§ **Collected data**
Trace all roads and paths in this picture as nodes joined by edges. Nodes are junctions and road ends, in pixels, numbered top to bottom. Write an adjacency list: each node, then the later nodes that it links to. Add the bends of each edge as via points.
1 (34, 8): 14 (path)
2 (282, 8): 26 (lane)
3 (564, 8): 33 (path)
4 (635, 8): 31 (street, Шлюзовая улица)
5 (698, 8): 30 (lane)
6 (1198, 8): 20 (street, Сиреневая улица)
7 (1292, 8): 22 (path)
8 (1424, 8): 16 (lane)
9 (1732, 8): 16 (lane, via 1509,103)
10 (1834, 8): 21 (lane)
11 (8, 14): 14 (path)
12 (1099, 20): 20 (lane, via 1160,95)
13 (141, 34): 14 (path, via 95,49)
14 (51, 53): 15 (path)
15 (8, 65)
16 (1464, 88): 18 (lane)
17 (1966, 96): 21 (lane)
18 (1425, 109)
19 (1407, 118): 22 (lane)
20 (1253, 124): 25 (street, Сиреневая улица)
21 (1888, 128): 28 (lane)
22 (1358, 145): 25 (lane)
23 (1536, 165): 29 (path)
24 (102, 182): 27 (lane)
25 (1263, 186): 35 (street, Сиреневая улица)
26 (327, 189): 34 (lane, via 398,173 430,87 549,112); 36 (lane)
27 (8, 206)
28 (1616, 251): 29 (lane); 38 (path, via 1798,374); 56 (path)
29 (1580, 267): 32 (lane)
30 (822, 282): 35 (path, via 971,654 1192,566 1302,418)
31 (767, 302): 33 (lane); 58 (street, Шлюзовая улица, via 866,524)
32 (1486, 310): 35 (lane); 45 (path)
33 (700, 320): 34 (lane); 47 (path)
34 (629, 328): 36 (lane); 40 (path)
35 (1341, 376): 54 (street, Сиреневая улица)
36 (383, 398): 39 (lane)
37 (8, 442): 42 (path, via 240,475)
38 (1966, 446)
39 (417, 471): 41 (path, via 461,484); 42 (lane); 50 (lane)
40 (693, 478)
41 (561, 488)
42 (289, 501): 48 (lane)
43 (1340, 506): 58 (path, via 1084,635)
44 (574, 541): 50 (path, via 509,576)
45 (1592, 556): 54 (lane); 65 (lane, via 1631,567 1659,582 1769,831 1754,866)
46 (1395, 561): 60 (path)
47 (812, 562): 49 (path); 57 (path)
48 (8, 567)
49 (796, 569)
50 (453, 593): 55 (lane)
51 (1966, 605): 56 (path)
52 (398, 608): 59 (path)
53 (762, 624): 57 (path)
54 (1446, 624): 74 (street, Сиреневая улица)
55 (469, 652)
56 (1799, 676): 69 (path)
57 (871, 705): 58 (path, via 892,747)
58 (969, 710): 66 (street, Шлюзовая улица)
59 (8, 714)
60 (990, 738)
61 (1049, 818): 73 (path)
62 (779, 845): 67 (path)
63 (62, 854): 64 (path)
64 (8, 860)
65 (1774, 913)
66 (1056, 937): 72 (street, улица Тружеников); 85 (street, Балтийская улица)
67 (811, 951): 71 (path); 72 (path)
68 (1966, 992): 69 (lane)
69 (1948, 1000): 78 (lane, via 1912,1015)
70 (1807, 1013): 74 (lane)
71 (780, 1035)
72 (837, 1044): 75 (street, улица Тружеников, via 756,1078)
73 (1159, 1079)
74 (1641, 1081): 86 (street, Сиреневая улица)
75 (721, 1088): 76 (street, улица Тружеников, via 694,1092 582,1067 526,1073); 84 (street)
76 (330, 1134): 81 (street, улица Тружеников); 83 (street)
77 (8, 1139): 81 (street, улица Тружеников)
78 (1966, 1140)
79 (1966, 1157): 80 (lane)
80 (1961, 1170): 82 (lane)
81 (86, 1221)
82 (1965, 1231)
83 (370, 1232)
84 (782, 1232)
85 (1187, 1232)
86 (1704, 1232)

§ **HOW TO COMPLETE THIS TASK**
Please copy out each record, character for character.

§ **OUTPUT OF THE EXERCISE**
Trace all roads and paths in this picture as nodes joined by edges. Nodes are junctions and road ends, in pixels, numbered top to bottom. Write an adjacency list: each node, then the later nodes that it links to. Add the bends of each edge as via points.
1 (34, 8): 14 (path)
2 (282, 8): 26 (lane)
3 (564, 8): 33 (path)
4 (635, 8): 31 (street, Шлюзовая улица)
5 (698, 8): 30 (lane)
6 (1198, 8): 20 (street, Сиреневая улица)
7 (1292, 8): 22 (path)
8 (1424, 8): 16 (lane)
9 (1732, 8): 16 (lane, via 1509,103)
10 (1834, 8): 21 (lane)
11 (8, 14): 14 (path)
12 (1099, 20): 20 (lane, via 1160,95)
13 (141, 34): 14 (path, via 95,49)
14 (51, 53): 15 (path)
15 (8, 65)
16 (1464, 88): 18 (lane)
17 (1966, 96): 21 (lane)
18 (1425, 109)
19 (1407, 118): 22 (lane)
20 (1253, 124): 25 (street, Сиреневая улица)
21 (1888, 128): 28 (lane)
22 (1358, 145): 25 (lane)
23 (1536, 165): 29 (path)
24 (102, 182): 27 (lane)
25 (1263, 186): 35 (street, Сиреневая улица)
26 (327, 189): 34 (lane, via 398,173 430,87 549,112); 36 (lane)
27 (8, 206)
28 (1616, 251): 29 (lane); 38 (path, via 1798,374); 56 (path)
29 (1580, 267): 32 (lane)
30 (822, 282): 35 (path, via 971,654 1192,566 1302,418)
31 (767, 302): 33 (lane); 58 (street, Шлюзовая улица, via 866,524)
32 (1486, 310): 35 (lane); 45 (path)
33 (700, 320): 34 (lane); 47 (path)
34 (629, 328): 36 (lane); 40 (path)
35 (1341, 376): 54 (street, Сиреневая улица)
36 (383, 398): 39 (lane)
37 (8, 442): 42 (path, via 240,475)
38 (1966, 446)
39 (417, 471): 41 (path, via 461,484); 42 (lane); 50 (lane)
40 (693, 478)
41 (561, 488)
42 (289, 501): 48 (lane)
43 (1340, 506): 58 (path, via 1084,635)
44 (574, 541): 50 (path, via 509,576)
45 (1592, 556): 54 (lane); 65 (lane, via 1631,567 1659,582 1769,831 1754,866)
46 (1395, 561): 60 (path)
47 (812, 562): 49 (path); 57 (path)
48 (8, 567)
49 (796, 569)
50 (453, 593): 55 (lane)
51 (1966, 605): 56 (path)
52 (398, 608): 59 (path)
53 (762, 624): 57 (path)
54 (1446, 624): 74 (street, Сиреневая улица)
55 (469, 652)
56 (1799, 676): 69 (path)
57 (871, 705): 58 (path, via 892,747)
58 (969, 710): 66 (street, Шлюзовая улица)
59 (8, 714)
60 (990, 738)
61 (1049, 818): 73 (path)
62 (779, 845): 67 (path)
63 (62, 854): 64 (path)
64 (8, 860)
65 (1774, 913)
66 (1056, 937): 72 (street, улица Тружеников); 85 (street, Балтийская улица)
67 (811, 951): 71 (path); 72 (path)
68 (1966, 992): 69 (lane)
69 (1948, 1000): 78 (lane, via 1912,1015)
70 (1807, 1013): 74 (lane)
71 (780, 1035)
72 (837, 1044): 75 (street, улица Тружеников, via 756,1078)
73 (1159, 1079)
74 (1641, 1081): 86 (street, Сиреневая улица)
75 (721, 1088): 76 (street, улица Тружеников, via 694,1092 582,1067 526,1073); 84 (street)
76 (330, 1134): 81 (street, улица Тружеников); 83 (street)
77 (8, 1139): 81 (street, улица Тружеников)
78 (1966, 1140)
79 (1966, 1157): 80 (lane)
80 (1961, 1170): 82 (lane)
81 (86, 1221)
82 (1965, 1231)
83 (370, 1232)
84 (782, 1232)
85 (1187, 1232)
86 (1704, 1232)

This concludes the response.